What's the antidote? Something disciplined and reliable, like a good hard spanking.

If you think this is just socially conservative Abbotsford speaking, go west, to Vancouver South, one of the closely fought middle-class, immigrant-stuffed, formerly Liberal ridings all the candidates have been trying to win over with tough talk. Conservative challenger Wai Young has talked about the "drip, drip, drip" of petty, often-unreported crime. Provincial MLA Kash Heed says crime issues get a lot of attention in the riding.

Yet there's extraordinarily little crime to be found – mostly break-ins (down 7 per cent last year in Vancouver) and stolen cars (down 20 percent).

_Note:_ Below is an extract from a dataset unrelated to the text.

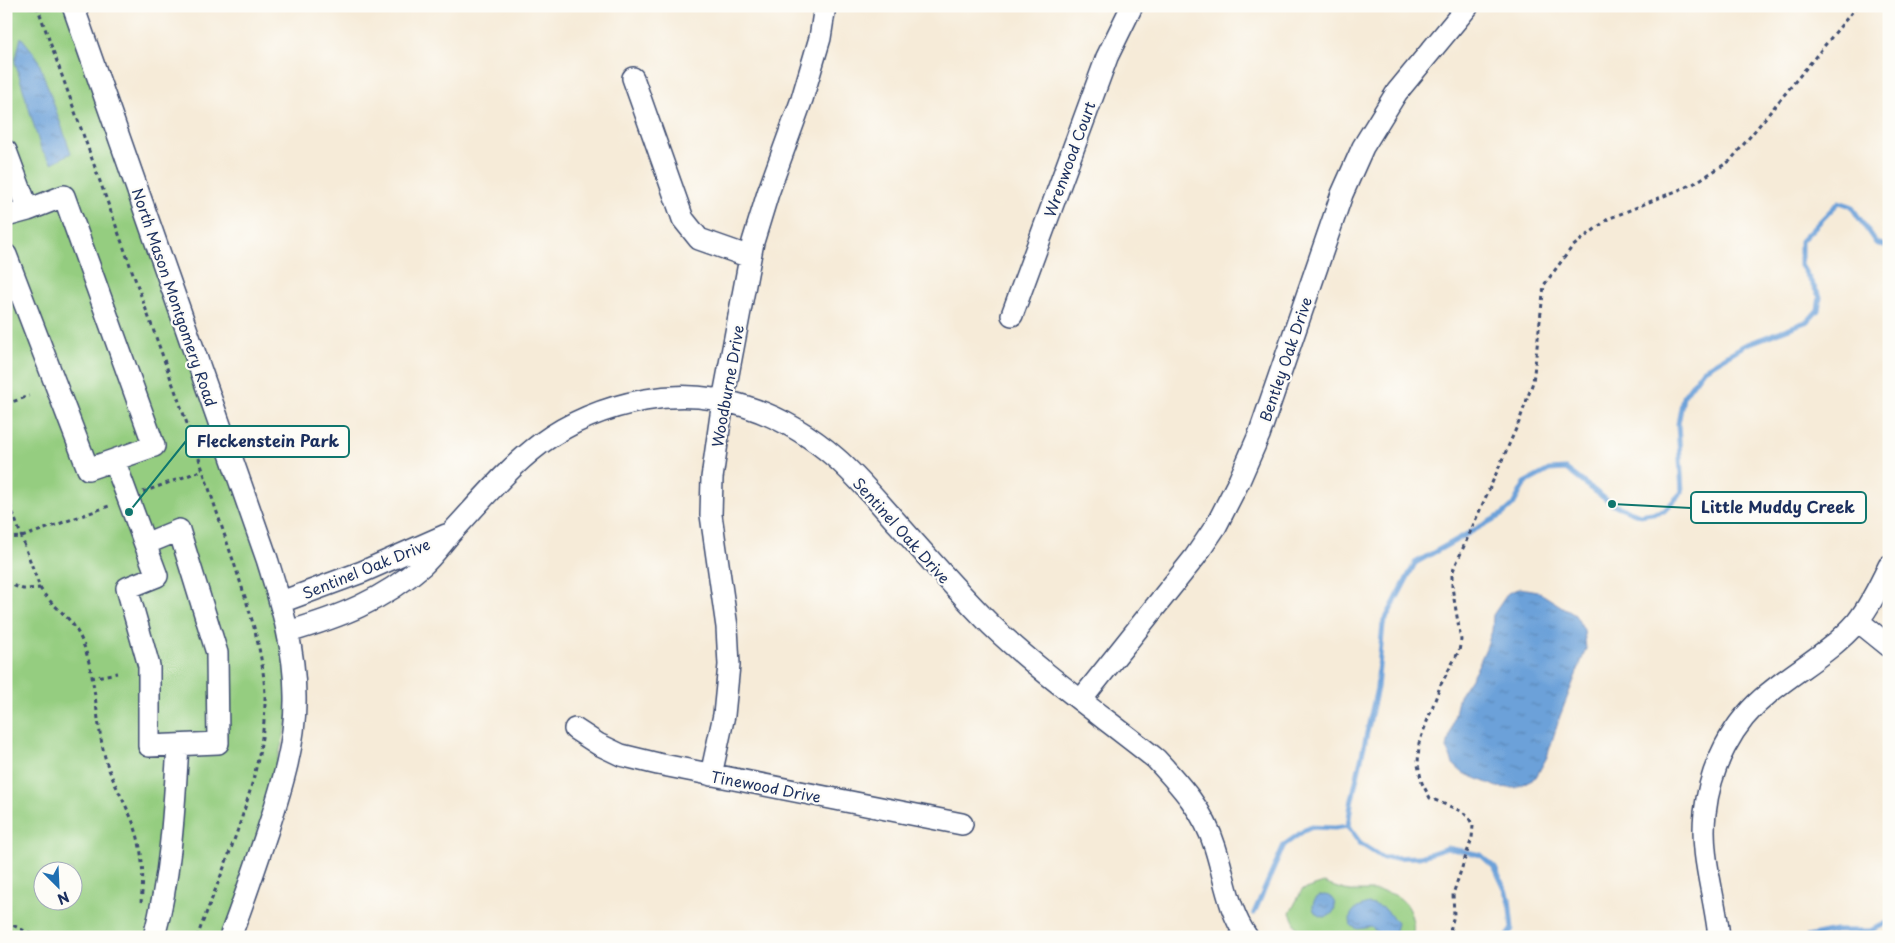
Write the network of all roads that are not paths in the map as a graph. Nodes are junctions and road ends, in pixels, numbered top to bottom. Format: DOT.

In the pharmacy down the street from the Chong Lee Market, Dan Huzyk, 64, laughs and tells me he can remember only two crimes in the nearly 40 years he has lived here – a break-in, and a "child rapist" caught by his neighbours 20 years ago. He's voting for the Tories anyway. Annie, the market's 40-year-old Korean manager, can't remember any crimes either. But she's familiar with the local community-policing office, just in case.

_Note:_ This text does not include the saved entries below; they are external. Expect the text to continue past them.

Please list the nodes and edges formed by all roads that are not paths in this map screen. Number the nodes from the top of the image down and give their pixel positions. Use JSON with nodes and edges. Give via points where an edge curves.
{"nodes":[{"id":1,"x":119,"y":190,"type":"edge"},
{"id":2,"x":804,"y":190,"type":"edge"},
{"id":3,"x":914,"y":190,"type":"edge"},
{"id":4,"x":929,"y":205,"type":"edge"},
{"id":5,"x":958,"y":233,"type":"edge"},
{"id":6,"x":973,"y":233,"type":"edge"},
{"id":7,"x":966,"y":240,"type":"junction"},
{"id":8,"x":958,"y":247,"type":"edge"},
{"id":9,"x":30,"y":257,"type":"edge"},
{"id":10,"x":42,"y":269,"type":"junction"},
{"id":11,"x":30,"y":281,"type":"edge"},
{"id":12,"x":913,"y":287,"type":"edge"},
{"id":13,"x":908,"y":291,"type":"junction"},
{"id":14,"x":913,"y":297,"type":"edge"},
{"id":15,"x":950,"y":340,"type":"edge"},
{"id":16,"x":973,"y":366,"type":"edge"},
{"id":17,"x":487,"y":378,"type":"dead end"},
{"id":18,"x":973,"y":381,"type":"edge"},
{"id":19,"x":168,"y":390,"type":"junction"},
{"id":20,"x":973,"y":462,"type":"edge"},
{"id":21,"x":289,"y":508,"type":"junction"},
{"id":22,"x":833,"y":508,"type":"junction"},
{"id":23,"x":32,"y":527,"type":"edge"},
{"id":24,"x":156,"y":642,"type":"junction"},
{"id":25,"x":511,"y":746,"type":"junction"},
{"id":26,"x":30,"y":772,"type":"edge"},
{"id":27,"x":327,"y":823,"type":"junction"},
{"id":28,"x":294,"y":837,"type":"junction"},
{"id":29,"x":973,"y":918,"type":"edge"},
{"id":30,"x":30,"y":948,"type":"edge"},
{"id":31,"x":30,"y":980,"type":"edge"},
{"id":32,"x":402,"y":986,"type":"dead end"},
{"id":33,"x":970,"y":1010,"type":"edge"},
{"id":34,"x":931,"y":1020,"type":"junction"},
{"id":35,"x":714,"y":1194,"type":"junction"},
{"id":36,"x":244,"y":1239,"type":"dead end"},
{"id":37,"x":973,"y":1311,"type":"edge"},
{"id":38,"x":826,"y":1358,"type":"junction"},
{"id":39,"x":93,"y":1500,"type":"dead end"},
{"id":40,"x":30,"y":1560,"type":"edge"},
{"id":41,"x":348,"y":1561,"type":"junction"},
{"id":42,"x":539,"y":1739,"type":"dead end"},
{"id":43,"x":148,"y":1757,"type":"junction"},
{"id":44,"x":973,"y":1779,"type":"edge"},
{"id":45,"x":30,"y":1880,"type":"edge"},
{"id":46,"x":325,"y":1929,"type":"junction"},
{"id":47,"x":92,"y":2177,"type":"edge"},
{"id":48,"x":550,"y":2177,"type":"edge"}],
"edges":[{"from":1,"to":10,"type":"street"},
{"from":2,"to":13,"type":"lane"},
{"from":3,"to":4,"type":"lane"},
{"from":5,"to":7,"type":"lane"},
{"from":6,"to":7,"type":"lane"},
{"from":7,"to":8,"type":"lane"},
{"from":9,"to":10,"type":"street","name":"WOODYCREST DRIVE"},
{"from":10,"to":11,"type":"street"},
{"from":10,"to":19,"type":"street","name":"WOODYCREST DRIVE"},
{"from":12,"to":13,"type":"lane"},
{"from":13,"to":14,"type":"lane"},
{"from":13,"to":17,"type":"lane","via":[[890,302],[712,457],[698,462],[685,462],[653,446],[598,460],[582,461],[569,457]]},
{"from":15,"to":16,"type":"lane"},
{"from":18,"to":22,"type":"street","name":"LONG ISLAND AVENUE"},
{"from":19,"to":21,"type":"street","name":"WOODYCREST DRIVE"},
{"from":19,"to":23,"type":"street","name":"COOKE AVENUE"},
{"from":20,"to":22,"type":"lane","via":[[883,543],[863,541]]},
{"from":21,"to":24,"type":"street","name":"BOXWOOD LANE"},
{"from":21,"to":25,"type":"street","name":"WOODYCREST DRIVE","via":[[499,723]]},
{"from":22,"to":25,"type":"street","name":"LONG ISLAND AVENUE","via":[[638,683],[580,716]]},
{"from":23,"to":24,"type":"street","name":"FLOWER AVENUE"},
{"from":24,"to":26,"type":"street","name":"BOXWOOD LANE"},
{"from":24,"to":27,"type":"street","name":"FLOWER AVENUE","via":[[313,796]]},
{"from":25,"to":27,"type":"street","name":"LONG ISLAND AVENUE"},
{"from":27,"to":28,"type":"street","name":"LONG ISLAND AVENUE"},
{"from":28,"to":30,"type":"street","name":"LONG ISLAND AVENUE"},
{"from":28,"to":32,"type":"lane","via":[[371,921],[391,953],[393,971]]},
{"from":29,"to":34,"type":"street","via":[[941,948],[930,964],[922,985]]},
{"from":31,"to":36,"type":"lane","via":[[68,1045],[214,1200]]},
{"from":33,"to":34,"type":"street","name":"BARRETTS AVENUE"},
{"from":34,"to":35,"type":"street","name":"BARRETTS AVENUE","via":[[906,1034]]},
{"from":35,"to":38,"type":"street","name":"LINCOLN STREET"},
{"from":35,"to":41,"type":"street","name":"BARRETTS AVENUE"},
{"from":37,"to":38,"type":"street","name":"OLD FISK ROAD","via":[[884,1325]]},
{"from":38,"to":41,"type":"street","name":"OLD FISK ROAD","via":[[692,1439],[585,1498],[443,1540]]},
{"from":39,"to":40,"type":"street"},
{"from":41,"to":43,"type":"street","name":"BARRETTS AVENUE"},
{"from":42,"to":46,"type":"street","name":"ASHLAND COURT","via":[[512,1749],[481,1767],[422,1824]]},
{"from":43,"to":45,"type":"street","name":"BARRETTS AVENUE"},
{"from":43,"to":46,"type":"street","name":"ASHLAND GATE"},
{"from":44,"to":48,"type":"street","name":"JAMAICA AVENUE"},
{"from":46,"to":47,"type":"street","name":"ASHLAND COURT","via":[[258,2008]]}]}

Constable Wef Fung, a patrol officer in Chinatown here, has his own theories about immigrants' appetites for law-and-order talk. "I think as a people, Asians are particularly prone to protecting our bottom line," he says. "Back in China, the police can sometimes seem corrupt. But because they have different rules, they can do a lot more than we can. So immigrants come here and they're used to cops and officials doing stuff for them."

So Mr. Harper may be filling that bill. In any event, it's becoming clear that what makes people susceptible to tough talk is more complicated than fear. It's also more evasive than facts.

One of the things you see a lot these days when professional criminologists talk about the Harper government is the Twitch – a combination eye-widening/brow-rub that expresses Total Professional Exasperation. At the moment the Twitch is being performed by Rosemary Gartner, an American-born University of Toronto criminologist who happens to be one of the world's leading experts on interpreting crime statistics, a notoriously swampy subject.

Dr. Gartner explains how, back in 1993, a parliamentary committee (dominated by Mulroney Conservatives, no less) counseled restraint in building jails and handing out sentences. "And that was when crime was going up," Dr. Gartner says. "Here we are today, with crime going down, and the Harper people are increasing incarceration." Eye-widen, brow-rub, head-shake, twitch.

Mr. Harper and his parliamentary colleagues can throw as many people as they want into jail, and keep them there for as long as they like. None of it will affect crime rates.

Yes, this is true: Crime rates are not affected by how many people go to jail.

Until recently, the rate at which Canada incarcerated prisoners had been restrained and steady since the 1890s – for more than a century, in other words – at between 80 and 110 adults per 100,000 people. The United States started out where we did, but since the 1980s has almost quadrupled its incarceration rate, to 760 prisoners per 100,000 people, the highest in the world (China runs a distant second).

If it were true that jailing more criminals made society safer from crime, the U.S. should have seen greater rates of decline in its crime than we have. But the fluctuation in the U.S. homicide rate mirrors ours, exactly. Both homicide rates (the American one being consistently about four times ours) peaked in 1975 and both have declined ever since.

So incarceration doesn't improve crime rates. Neither do the longer sentences Mr. Harper promises to push through, though there is some evidence they make inmates more likely to re-offend. Neither do mandatory-minimum sentences, also in the works, which can interfere with rehabilitation.